O ministro do Planejamento, Dyogo Oliveira, afirma que o contigenciamento no Orçamento de 2018 é inevitável por conta das despesas governamentais extrapolarem o teto de gastos após que as medidas de economia de gastos não foram aprovadas no Congresso Nacional.

Em evento no Rio, o ministro garantiu aos jornalistas que, “Nós teremos que fazer um corte das despesas para adequar ao teto dos gastos porque, principalmente, a questão do reajuste dos servidores e a desoneração da folha impactam o lado da despesa”.

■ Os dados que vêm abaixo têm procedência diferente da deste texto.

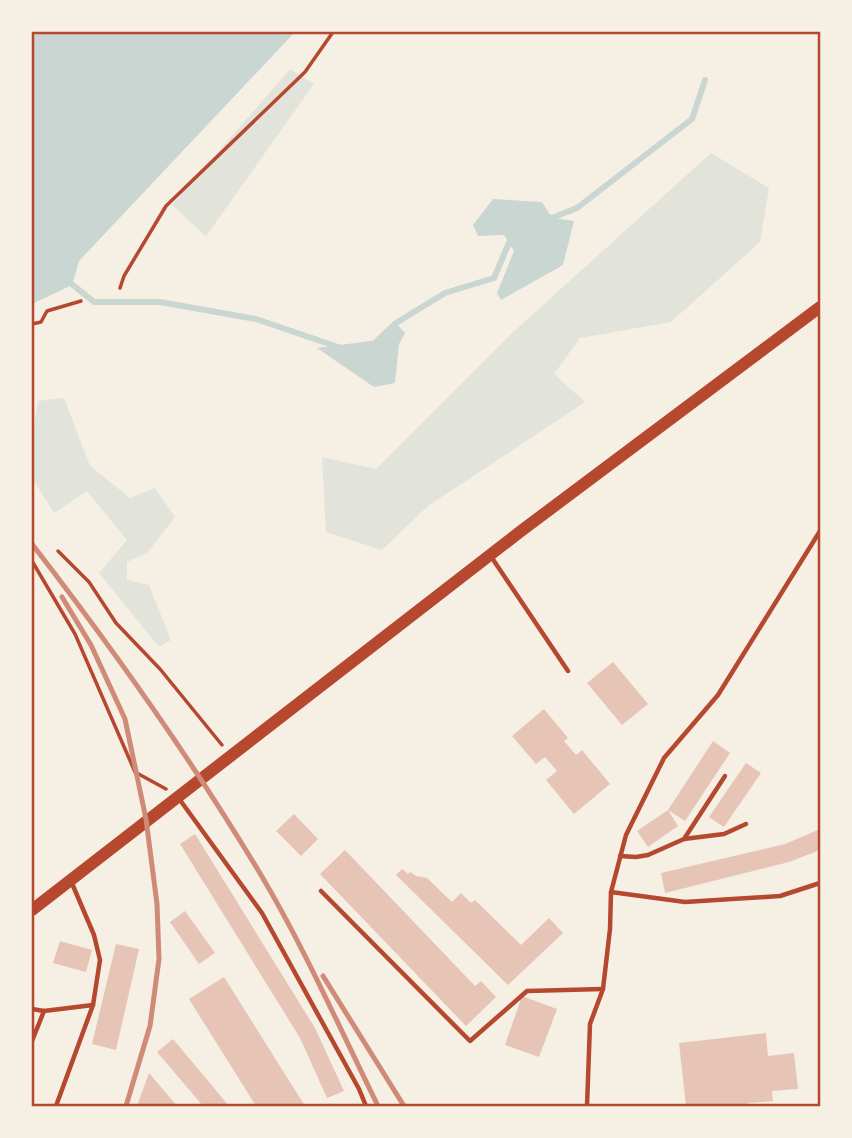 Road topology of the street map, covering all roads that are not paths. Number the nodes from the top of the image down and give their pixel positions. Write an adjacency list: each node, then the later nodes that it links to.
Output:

Ao falar sobre de congelamento de gastos que será necessário para cumprir a meta fiscal do ano, o ministro ressalta que os cálculos ainda não foram concluídos, mas que poderia ser divulgado ainda nesta semana.

Algumas medidas foram enviadas pelo governo ao congresso, como a economia de R$ 7,4 bilhões em 2019, e R$ 4,4 bilhões com a postergação de reajuste do funcionalismo público. Na frente das receitas, as medidas que não foram votadas pelos parlamentares alcançam R$ 14 bilhões, como a mudança de tributação de fundos fechados, que poderia atingir R$ 6 bilhões.

De acordo com o ministro, o maior crescimento projetado para a economia brasileira este ano compensará as medidas que receberam o aval dos parlamentares. A peça orçamentária que passou no Congresso considerou avanço do PIB de 2,5%  para 2018, mas o governo atualizou essa projeção para 3% no fim de 2017.